However, in the use of the silicon aerogel, the problems are that firstly, the silicon aerogel is poor in hydrophobicity and easy to absorb moisture, the heat insulation performance is greatly reduced after moisture absorption, the application of the silicon aerogel in a humid environment is limited, secondly, the silicon aerogel is small in toughness and poor in mechanical property, the application effect of the silicon aerogel is affected, and thirdly, because the silicon aerogel is of a porous structure, the internal particles are fine, the particles of the silicon aerogel are easy to fall off in use, and the durability of the silicon aerogel is affected.
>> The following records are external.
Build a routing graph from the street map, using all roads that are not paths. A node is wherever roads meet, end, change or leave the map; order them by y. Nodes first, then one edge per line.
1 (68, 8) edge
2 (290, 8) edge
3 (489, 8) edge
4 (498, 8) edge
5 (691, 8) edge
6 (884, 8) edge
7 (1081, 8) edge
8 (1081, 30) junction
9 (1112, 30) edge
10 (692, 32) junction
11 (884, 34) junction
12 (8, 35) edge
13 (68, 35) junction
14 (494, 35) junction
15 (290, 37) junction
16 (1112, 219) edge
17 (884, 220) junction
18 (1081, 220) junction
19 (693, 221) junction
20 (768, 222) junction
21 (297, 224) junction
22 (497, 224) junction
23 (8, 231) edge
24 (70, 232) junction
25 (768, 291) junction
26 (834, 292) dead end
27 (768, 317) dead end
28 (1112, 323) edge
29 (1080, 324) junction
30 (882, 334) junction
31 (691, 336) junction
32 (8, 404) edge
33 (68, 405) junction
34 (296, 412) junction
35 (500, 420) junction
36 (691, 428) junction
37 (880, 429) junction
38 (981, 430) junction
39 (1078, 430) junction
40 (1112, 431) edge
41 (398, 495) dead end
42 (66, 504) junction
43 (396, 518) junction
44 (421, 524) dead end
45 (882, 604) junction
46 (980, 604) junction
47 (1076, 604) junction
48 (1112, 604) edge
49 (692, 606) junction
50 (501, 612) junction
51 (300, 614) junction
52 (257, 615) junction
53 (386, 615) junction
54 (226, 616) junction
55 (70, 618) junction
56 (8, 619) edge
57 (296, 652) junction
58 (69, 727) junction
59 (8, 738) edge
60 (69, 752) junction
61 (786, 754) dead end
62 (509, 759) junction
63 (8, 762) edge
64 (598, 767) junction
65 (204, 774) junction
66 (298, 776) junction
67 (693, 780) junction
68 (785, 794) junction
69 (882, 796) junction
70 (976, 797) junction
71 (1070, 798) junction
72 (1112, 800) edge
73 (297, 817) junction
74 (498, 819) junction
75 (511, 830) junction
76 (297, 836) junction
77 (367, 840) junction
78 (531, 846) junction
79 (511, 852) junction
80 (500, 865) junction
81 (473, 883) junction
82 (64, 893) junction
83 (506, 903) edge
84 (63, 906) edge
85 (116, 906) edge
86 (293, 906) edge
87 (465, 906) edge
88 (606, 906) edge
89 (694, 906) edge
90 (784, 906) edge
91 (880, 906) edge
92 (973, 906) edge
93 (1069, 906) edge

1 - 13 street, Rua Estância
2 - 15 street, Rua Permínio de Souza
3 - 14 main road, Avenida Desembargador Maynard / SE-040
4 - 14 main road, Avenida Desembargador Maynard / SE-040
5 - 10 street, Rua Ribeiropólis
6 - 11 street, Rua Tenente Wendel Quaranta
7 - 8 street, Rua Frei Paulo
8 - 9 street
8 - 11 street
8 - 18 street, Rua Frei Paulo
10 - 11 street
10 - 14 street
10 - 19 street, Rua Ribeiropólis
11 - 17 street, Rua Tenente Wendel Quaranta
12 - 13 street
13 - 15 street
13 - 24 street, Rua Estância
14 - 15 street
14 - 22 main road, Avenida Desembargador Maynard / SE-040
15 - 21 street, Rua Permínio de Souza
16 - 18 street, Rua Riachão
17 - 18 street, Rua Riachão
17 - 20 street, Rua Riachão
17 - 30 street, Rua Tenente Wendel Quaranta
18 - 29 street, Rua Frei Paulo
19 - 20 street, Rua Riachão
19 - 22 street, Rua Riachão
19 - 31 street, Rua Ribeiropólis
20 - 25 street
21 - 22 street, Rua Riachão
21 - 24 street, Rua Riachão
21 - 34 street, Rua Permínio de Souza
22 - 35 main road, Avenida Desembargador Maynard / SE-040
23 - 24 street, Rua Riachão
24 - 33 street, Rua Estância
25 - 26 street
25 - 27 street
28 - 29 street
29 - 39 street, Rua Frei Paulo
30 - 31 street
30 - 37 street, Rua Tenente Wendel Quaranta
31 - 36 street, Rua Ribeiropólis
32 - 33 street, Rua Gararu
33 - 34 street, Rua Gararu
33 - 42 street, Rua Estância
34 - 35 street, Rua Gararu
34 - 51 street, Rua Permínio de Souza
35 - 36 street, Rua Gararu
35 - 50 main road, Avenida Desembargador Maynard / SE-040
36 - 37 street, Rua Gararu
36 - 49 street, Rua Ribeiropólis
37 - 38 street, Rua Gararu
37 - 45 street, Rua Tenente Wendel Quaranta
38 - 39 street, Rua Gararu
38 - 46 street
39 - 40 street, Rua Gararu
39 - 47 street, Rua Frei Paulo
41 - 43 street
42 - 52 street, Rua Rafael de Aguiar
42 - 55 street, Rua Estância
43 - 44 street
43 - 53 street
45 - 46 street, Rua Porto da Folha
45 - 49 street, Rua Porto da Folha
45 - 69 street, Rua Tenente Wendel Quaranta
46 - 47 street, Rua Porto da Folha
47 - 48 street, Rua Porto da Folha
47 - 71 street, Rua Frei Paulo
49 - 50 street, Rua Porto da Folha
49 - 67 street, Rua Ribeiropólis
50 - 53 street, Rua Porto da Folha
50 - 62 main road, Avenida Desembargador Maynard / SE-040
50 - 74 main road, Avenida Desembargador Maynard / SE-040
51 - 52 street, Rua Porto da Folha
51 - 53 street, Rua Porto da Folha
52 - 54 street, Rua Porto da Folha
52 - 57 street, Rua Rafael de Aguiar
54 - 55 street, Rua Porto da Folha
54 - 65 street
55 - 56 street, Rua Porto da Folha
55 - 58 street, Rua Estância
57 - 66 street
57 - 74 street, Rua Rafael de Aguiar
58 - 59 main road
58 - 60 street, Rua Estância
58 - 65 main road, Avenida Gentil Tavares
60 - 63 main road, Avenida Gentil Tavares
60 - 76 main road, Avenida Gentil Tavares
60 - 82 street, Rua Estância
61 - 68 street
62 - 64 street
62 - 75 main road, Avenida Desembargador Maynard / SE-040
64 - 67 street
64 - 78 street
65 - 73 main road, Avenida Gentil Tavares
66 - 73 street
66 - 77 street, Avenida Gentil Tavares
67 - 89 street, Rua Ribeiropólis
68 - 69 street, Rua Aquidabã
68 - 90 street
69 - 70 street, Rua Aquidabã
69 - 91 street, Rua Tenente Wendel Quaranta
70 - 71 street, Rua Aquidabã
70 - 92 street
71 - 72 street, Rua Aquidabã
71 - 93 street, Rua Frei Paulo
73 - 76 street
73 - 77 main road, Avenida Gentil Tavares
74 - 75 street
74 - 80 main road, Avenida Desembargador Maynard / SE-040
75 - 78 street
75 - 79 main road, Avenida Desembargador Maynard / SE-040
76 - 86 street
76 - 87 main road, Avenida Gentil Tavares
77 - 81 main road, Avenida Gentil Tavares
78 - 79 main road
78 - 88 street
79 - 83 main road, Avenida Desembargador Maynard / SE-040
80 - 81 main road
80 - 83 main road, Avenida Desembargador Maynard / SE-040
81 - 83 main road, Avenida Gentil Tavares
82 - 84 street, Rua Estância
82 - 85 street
In order to solve the above problems, the inventors tried to compound ceramic fibers with silica aerogel, specifically, add ceramic fiber mat into silica aerogel solution for impregnation, curing and drying, to prepare composite thermal insulation material, and since ceramic fiber mat has good hydrophobicity and large toughness, the hydrophobicity and toughness of the prepared composite thermal insulation material are improved, and in addition, ceramic fiber mat can also play a role of fixing particles in silica aerogel, thereby improving durability of composite thermal insulation material. However, the prepared composite heat insulation material has the problems that firstly, when ceramic fiber felt is added into a silicon aerogel solution for impregnation, the impregnation is uneven, so that the prepared composite heat insulation material has uneven performance, particularly the hydrophobicity and heat insulation performance of the prepared composite heat insulation material are uneven, secondly, a large amount of hydroxyl groups still exist on the surface of the prepared composite heat insulation material after the ceramic fiber and the silicon aerogel are compounded, so that the hydrophobicity of the prepared composite heat insulation material is general, thirdly, the problem that the interaction force between the ceramic fiber felt and the silicon aerogel is small, and the interaction force is easy to be influenced by temperature, so that the thermal shock resistance of the prepared composite heat insulation material is poor.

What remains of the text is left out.